Du fait de ses interactions avec les 8 Unités Fonctionnelles et le réseau des 8 Merveilleux Vaisseaux, l’interface diaphragmatique mérite clairement une place centrale dans l’examen ostéopathique général.

Les points clés du diaphragme

Le traitement fonctionnel du diaphragme par les techniques d’écoute fasciale, d’étirement musculaire, de mobilisation viscérale ou d’exercices respiratoires procure une détente appréciable mais souvent de courte durée. Nous voyons ici la différence entre normaliser momentanément sur une dysfonction (restriction d’amplitude) et traiter durablement la lésion ostéopathique (fixation tissulaire) du muscle.

 

Pour corriger efficacement une lésion du diaphragme, deux conditions sont requises.
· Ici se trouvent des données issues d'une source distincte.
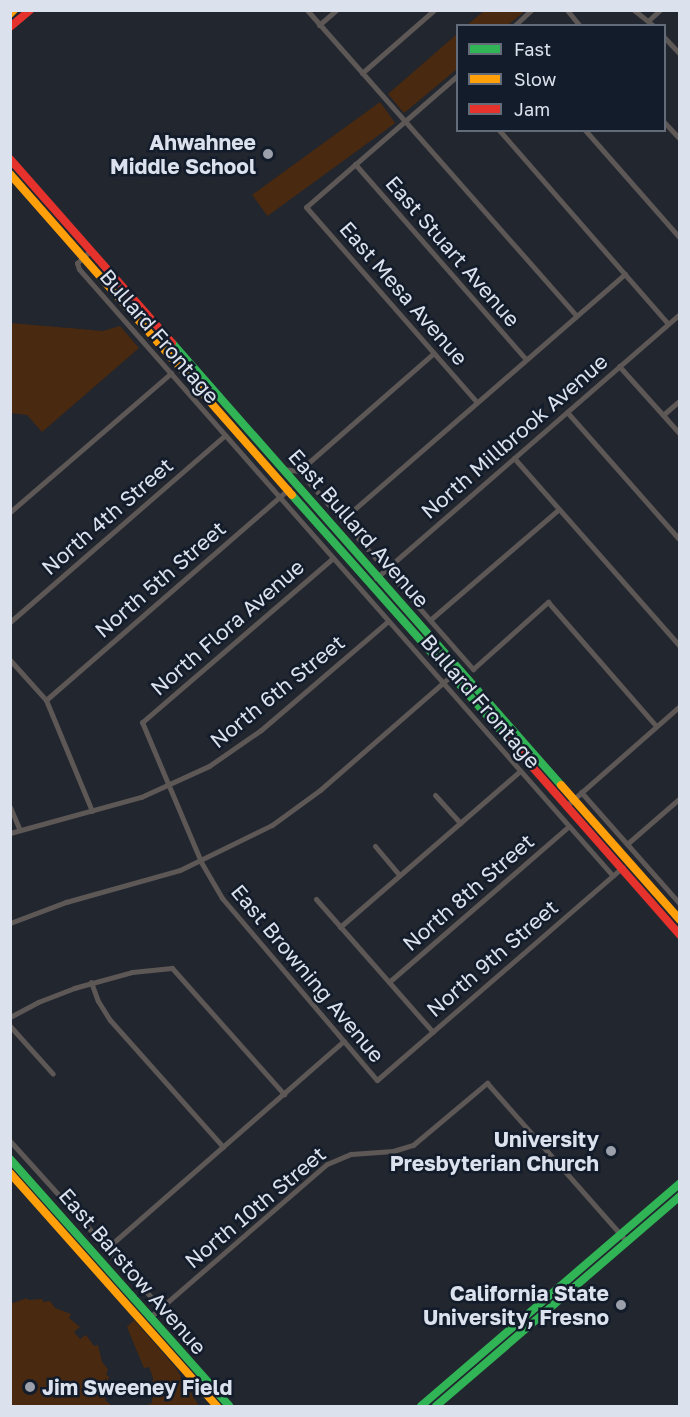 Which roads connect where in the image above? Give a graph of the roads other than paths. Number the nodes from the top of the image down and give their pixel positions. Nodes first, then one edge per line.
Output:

-    Le traitement préalable des lésions ostéopathiques dominantes, où qu’elles se situent dans le corps, si la fixation du diaphragme est secondaire. Les lésions vertébrales, costales, viscérales (sus et sous-diaphragmatiques) et celles du nerf phrénique sont ici directement concernées.

-    Le diagnostic précis des points clés du diaphragme éventuellement en lésion.

 

Le diaphragme primitif procède de 4 structures mésodermiques différentes qui vont progressivement fusionner autour de la 7ème semaine intra-utérine.

Les 4 pièces du diaphragme selon leur origine embryologique

D’après Kamina, Anatomie, dos et Thorax, Ed. Maloine, 1997

Les tests du diaphragme en 4 parties distinctes se sont révélés en pratique beaucoup plus pertinents qu’un test global[1], avec plusieurs avantages.

1.    Identifier avec précision le point ou les points en lésion.

2.    Mettre en balance les différents points en lésion qui se présentent, pour déterminer la lésion dominante.

3.    Ajuster de façon spécifique la lésion dominante.

       Corriger une digitation costale ou un pilier du diaphragme n’est pas la même chose.

4.    Procéder à un traitement combiné si deux points du diaphragme sont impliqués.

       Par exemple, ajuster le pilier postérieur droit avec la digitation costale de K7 à gauche, ce qui permet d’agir sur l’orifice œsophagien.

 

Notre prochain article présentera la manière de tester et de traiter en ostéopathie ces 4 pièces du puzzle phrénique

 

[1] De même, il est plus efficient, par exemple, d’aborder individuellement chacune des 3 pièces osseuses (ilium, pubis et ischion) composant l’os coxal plutôt que de le tester globalement.